Tentative, donc, pour échapper à l'histoire linéaire, à sa passivité commémorative ou, au contraire, à la terreur ou au messianisme qui l'habitent. Un même nihilisme métaphysique définit ces deux positions apparemment antagonistes, mais incapables toutes deux de se situer par rapport à la souveraineté aggravée de la Technique. Ce n'est pas un hasard si, au-delà du conflit des interprétations, un seul problème se pose désormais avec de plus en plus de violence : celui de lecture, dans un monde qui programme, jour après jour en même temps que celle des corps, sa destruction. Pourtant, cet extrême danger peut aussi se révéler une chance.

 

 On ne s'attardera pas ici sur les effets de la vieille Sainte-Trinité moderne : Marx, Nietzsche, Freud. Les noms qui ont surgi depuis (Breton, Blanchot, Sartre, Lacan, Barthes, Foucault, Althusser, Derrida, Deleuze, Debord) n'ont pas manqué, chacun à sa façon, de tourner dans cette dimension. On les a lus ; parfois connus et soutenus ; quelquefois combattus, tout en poursuivant, cela va sans dire, d'autres aventures, d'autres buts. Qu'il soit cependant permis à un écrivain de s'étonner, s'agissant de penseurs aussi sérieux, de leur surdité, voire de leurs contresens, au sujet de l'œuvre du plus important d'entre eux: Heidegger. Son monumental Nietzsche, par exemple, nous a été caché, et il est possible de comprendre pourquoi. Je me contenterai de cette citation qui éclaire, je crois, mon propos : « L'Histoire n'est pas une succession d'époques mais une unique proximité du Même, qui concerne la pensée en de multiples modes imprévisibles de la destination, et avec des degrés variables d'immédiateté. »

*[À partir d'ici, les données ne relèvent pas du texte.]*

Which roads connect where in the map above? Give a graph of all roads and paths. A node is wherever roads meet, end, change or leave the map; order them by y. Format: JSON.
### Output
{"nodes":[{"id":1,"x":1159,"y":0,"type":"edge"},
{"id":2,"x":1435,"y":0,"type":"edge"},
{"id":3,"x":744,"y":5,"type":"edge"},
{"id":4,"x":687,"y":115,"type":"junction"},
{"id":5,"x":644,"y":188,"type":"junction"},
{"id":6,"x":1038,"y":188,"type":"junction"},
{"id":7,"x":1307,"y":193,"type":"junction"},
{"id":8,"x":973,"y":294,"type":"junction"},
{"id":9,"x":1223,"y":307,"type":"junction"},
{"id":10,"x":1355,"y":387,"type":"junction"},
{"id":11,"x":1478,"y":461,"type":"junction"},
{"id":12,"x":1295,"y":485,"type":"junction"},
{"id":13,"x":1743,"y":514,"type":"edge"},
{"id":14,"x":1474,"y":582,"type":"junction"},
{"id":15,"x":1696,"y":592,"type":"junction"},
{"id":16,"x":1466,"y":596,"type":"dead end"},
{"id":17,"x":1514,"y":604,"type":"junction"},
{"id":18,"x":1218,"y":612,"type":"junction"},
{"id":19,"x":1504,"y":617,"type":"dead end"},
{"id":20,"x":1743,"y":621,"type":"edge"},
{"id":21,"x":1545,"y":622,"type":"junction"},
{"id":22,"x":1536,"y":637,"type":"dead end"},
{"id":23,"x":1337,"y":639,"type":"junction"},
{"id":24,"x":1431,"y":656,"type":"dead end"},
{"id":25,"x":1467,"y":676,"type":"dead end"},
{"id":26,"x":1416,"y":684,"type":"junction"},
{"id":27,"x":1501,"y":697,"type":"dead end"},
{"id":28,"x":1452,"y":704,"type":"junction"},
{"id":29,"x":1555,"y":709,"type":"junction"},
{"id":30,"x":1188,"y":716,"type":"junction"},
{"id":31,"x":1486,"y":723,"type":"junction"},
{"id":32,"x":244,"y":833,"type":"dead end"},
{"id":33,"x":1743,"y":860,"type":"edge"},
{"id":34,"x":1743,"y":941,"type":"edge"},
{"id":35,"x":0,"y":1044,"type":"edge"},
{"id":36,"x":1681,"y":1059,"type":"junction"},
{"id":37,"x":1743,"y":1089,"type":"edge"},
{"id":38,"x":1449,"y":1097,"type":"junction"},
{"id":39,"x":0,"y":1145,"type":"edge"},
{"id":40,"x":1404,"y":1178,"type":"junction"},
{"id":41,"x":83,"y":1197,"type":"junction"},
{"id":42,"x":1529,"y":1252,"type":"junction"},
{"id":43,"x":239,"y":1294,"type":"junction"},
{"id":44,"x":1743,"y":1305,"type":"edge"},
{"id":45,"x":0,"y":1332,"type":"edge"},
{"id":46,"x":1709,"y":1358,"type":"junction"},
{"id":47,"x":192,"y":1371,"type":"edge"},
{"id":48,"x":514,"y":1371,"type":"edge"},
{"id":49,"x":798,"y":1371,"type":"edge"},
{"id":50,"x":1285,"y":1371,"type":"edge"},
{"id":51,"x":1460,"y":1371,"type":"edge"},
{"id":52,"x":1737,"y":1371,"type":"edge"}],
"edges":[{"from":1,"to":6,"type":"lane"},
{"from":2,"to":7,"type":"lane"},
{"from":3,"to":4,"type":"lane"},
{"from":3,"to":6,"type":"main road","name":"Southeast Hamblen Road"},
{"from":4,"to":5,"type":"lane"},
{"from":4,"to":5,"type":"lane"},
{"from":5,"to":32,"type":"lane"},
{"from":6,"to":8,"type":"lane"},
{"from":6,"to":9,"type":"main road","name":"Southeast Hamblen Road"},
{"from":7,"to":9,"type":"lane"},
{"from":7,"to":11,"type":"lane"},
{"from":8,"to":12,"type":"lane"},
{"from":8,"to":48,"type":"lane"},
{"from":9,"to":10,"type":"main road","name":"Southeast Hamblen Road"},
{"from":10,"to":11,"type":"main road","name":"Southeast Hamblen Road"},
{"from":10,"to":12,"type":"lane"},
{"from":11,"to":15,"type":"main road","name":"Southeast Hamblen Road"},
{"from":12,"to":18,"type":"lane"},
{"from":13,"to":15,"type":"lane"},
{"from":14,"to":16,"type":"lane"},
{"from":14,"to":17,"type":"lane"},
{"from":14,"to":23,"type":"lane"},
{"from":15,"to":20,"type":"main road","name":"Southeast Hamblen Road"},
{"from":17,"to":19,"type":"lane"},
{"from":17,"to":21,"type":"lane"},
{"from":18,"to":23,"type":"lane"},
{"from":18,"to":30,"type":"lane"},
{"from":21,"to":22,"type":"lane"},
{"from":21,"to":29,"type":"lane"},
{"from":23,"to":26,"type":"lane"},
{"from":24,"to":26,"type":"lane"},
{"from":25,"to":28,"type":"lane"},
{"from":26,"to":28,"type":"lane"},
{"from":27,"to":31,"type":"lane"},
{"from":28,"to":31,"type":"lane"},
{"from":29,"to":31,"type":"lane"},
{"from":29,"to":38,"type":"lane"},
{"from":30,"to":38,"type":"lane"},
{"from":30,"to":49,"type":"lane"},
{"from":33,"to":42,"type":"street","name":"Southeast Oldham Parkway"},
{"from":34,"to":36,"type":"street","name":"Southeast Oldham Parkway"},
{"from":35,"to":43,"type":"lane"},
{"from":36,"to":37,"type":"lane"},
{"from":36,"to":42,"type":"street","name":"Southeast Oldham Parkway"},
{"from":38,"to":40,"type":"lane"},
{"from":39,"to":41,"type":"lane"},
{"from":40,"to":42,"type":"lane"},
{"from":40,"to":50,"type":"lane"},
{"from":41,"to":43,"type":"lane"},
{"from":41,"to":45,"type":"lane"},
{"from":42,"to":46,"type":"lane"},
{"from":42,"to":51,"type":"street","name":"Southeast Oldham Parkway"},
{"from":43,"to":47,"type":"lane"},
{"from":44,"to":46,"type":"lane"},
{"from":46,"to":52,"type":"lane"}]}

« Unique proximité du Même », « degrés variables d'immédiateté »: c'est de cette intuition fondamentale que se rapprochent, me semble-t-il, les auteurs avec qui ce livre dialogue. Sur le plan du mythe, certains sont même allés jusqu'à imaginer qu'un seul écrivain, un seul artiste, se mouvait ainsi à travers les siècles (Proust : « Tous les grands écrivains se rejoignent sur certains points, et sont comme les différents moments, contradictoires parfois, d'un seul homme de génie qui vivrait autant que l'humanité »). On voit les masses de préjugés qu'une telle hypothèse ébranle.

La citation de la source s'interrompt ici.